Task requirements ▸ Everything from the line with "Digitize the connectivity" through the final line below should be copied out exactly, and nothing else should appear.

Provided information ▸
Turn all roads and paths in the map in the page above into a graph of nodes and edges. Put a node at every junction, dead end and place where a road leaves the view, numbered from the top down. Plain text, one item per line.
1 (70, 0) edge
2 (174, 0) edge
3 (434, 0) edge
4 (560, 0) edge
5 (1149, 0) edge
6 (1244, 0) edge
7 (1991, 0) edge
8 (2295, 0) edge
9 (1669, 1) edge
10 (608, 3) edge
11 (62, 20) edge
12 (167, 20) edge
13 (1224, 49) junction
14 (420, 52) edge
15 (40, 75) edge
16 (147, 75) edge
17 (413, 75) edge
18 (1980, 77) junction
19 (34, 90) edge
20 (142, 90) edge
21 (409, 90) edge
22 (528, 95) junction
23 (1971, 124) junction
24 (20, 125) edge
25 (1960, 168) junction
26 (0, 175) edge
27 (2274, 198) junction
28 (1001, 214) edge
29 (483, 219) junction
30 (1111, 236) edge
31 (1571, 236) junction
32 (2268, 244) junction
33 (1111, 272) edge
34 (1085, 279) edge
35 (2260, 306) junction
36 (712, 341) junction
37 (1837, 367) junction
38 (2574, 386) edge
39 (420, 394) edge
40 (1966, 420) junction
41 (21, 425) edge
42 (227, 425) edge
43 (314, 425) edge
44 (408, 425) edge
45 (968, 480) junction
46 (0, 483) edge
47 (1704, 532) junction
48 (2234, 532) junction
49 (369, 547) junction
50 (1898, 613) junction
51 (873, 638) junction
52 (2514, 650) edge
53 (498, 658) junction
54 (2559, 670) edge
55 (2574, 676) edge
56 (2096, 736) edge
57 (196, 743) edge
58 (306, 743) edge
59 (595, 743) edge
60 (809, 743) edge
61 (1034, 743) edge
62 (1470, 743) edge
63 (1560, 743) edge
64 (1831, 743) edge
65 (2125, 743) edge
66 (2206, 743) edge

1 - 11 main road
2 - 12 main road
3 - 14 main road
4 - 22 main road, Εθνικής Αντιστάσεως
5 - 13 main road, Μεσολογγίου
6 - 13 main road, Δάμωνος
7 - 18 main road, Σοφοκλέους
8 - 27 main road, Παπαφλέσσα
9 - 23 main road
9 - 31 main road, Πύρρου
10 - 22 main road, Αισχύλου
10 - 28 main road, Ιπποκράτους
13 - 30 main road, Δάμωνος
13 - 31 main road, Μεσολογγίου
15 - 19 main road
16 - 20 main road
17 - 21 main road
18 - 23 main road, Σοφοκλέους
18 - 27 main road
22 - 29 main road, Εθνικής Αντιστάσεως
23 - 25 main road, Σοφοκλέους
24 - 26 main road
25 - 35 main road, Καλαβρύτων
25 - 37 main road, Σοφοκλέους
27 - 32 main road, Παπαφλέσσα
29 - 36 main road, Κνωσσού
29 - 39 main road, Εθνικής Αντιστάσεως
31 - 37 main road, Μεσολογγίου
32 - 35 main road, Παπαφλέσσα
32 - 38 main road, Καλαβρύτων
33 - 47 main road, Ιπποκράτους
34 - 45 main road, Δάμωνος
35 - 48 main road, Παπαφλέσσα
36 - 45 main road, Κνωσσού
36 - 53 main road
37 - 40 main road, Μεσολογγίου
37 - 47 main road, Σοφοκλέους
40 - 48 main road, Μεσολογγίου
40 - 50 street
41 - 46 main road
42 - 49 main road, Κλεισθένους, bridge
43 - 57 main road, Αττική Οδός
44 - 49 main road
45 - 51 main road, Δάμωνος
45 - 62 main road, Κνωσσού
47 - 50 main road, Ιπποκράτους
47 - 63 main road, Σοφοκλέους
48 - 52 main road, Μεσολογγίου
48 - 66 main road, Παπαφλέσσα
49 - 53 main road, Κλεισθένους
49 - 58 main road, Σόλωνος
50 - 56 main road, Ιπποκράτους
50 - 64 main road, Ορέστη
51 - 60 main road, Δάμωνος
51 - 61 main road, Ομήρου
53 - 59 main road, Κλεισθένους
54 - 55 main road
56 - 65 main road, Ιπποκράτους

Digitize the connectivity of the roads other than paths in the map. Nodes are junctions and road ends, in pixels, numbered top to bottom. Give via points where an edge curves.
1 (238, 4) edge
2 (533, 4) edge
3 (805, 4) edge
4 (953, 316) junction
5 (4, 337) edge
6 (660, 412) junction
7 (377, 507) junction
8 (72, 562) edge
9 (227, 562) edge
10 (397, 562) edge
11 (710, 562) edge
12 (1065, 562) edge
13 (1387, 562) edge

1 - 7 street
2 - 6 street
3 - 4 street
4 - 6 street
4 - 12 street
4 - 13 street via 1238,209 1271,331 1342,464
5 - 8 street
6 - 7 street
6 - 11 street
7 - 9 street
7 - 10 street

Answer to this problem ▸
Digitize the connectivity of the roads other than paths in the map. Nodes are junctions and road ends, in pixels, numbered top to bottom. Give via points where an edge curves.
1 (238, 4) edge
2 (533, 4) edge
3 (805, 4) edge
4 (953, 316) junction
5 (4, 337) edge
6 (660, 412) junction
7 (377, 507) junction
8 (72, 562) edge
9 (227, 562) edge
10 (397, 562) edge
11 (710, 562) edge
12 (1065, 562) edge
13 (1387, 562) edge

1 - 7 street
2 - 6 street
3 - 4 street
4 - 6 street
4 - 12 street
4 - 13 street via 1238,209 1271,331 1342,464
5 - 8 street
6 - 7 street
6 - 11 street
7 - 9 street
7 - 10 street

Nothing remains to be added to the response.